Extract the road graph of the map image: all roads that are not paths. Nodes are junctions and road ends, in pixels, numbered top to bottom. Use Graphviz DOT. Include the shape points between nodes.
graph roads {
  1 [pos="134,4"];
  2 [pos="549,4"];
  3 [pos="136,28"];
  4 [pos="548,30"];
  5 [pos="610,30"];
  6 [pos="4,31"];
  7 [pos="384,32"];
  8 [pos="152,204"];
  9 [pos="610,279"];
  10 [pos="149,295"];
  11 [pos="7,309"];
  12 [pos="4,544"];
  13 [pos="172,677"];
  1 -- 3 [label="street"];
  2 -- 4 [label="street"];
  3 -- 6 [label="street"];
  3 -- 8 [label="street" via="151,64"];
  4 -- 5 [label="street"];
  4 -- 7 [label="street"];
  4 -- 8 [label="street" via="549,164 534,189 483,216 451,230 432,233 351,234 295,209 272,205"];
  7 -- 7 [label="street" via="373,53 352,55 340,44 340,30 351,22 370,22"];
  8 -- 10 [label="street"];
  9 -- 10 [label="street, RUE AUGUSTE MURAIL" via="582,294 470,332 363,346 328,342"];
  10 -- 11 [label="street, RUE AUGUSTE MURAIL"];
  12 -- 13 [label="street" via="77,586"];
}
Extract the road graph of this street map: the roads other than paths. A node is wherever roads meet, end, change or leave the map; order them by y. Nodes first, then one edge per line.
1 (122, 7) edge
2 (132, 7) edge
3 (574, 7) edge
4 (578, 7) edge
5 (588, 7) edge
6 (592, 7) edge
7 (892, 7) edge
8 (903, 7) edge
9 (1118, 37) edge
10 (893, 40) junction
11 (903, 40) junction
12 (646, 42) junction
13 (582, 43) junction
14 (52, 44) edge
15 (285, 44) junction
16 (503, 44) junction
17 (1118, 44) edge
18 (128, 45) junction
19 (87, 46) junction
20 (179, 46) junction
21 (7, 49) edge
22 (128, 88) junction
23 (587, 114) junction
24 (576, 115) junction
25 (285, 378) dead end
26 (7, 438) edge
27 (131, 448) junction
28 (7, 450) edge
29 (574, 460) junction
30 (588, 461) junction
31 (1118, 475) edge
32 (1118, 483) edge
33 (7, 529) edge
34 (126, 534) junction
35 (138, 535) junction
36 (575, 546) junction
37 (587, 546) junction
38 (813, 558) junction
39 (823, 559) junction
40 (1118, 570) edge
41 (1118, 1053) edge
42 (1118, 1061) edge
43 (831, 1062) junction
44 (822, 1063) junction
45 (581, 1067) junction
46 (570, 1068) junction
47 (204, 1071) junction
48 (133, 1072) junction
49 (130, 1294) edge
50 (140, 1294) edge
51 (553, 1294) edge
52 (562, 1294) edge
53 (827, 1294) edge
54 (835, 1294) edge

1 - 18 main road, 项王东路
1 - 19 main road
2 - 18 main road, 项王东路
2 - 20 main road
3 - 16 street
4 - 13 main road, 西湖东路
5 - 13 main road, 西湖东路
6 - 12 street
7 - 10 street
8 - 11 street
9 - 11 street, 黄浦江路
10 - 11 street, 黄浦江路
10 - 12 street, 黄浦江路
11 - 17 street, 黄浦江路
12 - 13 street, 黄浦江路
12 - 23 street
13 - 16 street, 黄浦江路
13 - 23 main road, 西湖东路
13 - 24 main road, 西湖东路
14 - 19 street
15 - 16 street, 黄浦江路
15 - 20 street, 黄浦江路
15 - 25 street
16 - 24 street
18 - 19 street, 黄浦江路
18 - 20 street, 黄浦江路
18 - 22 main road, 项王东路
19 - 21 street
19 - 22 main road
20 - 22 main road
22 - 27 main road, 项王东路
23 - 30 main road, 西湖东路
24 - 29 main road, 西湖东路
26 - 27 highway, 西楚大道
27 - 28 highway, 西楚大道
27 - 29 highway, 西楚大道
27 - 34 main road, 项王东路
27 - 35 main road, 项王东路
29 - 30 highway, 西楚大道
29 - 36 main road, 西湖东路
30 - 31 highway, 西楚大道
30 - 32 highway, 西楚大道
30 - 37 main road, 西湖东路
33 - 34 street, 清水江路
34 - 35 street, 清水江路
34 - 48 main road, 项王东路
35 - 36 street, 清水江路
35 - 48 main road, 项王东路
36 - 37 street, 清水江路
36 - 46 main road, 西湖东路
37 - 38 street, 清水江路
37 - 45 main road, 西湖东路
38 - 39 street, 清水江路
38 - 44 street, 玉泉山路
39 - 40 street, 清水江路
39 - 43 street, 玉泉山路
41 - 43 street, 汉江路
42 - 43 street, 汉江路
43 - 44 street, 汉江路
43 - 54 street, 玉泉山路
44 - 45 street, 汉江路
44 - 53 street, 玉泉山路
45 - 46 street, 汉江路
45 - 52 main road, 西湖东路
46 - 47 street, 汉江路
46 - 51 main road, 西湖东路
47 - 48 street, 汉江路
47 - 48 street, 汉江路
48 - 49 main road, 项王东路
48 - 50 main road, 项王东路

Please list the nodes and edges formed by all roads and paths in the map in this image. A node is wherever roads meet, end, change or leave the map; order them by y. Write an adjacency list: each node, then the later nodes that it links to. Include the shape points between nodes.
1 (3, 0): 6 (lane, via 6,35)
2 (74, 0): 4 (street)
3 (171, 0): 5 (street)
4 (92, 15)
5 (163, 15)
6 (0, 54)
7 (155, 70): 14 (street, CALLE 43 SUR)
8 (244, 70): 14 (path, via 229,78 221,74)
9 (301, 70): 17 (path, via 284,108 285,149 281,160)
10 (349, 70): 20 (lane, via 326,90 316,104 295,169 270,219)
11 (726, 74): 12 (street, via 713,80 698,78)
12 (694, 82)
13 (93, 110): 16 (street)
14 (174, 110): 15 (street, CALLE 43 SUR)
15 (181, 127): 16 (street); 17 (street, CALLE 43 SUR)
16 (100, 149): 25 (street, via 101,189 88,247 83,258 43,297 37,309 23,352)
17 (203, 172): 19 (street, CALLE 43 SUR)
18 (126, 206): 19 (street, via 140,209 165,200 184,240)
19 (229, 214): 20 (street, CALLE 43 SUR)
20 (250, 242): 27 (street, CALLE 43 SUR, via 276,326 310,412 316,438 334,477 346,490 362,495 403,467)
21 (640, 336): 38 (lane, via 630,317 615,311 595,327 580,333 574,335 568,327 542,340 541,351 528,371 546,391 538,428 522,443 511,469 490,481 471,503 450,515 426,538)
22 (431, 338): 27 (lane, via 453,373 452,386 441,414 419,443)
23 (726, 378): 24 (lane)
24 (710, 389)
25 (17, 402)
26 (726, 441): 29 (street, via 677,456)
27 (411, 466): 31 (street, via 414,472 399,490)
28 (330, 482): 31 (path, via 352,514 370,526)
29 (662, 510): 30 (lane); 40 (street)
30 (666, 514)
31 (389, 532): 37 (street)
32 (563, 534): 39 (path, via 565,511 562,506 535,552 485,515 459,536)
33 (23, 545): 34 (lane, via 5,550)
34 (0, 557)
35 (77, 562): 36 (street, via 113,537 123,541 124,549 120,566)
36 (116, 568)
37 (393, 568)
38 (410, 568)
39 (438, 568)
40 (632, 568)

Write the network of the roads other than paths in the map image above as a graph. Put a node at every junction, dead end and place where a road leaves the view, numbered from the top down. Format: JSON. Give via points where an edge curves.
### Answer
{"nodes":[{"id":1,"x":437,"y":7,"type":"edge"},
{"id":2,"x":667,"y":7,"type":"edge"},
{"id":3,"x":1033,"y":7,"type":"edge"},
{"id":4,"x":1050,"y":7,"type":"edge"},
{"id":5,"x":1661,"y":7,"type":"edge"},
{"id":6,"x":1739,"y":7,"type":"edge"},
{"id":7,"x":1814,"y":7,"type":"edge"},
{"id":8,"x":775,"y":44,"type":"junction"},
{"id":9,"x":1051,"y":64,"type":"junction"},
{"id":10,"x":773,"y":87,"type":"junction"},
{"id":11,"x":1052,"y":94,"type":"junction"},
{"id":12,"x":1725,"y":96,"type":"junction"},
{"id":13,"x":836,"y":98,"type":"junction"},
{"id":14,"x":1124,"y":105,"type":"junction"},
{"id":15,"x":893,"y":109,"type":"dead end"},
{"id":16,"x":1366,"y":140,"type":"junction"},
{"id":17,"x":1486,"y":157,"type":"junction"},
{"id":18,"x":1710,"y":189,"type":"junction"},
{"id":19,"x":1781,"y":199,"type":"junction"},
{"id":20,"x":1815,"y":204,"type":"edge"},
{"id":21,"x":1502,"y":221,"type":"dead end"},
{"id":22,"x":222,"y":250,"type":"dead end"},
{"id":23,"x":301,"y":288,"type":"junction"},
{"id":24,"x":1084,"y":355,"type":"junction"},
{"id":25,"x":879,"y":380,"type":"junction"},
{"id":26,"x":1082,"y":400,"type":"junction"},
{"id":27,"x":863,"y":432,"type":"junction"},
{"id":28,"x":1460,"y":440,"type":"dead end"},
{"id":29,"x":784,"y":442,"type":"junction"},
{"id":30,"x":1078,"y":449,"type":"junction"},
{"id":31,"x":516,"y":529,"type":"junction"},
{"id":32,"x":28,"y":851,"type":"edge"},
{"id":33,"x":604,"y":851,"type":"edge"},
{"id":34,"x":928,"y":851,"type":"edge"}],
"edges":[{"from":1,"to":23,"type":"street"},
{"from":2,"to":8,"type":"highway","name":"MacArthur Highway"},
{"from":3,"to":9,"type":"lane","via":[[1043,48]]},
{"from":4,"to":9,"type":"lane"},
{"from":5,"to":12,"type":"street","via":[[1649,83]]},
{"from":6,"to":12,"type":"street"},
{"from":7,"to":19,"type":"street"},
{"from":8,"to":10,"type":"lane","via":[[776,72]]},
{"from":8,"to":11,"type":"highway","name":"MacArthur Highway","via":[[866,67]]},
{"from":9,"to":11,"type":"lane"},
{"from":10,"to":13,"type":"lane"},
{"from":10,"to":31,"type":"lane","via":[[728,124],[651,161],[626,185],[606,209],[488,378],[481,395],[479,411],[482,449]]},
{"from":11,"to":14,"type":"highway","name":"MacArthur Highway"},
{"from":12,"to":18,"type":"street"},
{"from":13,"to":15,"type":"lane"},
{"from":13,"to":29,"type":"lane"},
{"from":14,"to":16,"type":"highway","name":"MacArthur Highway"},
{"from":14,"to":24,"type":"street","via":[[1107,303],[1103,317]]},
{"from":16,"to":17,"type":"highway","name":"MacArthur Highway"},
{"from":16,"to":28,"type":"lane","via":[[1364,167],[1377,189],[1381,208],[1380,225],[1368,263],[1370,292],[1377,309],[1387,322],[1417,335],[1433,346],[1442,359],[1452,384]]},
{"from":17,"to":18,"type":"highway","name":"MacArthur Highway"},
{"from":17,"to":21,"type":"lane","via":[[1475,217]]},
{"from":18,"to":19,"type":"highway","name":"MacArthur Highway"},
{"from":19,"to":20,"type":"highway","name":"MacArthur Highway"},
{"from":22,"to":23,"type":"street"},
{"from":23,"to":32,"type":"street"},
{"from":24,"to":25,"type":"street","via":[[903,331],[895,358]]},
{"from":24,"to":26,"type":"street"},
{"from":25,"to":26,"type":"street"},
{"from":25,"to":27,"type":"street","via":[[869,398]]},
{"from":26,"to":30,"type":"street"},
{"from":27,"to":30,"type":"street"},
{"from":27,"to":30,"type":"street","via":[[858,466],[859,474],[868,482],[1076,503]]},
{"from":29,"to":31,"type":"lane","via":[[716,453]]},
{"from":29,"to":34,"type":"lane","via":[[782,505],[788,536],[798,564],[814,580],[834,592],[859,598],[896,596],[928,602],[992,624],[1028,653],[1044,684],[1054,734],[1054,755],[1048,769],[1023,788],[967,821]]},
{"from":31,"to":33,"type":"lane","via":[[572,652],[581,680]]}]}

---------------

### Problem statement
A single number is required: the count of lines in the data that include the string "西楚大道".

### Final answer
6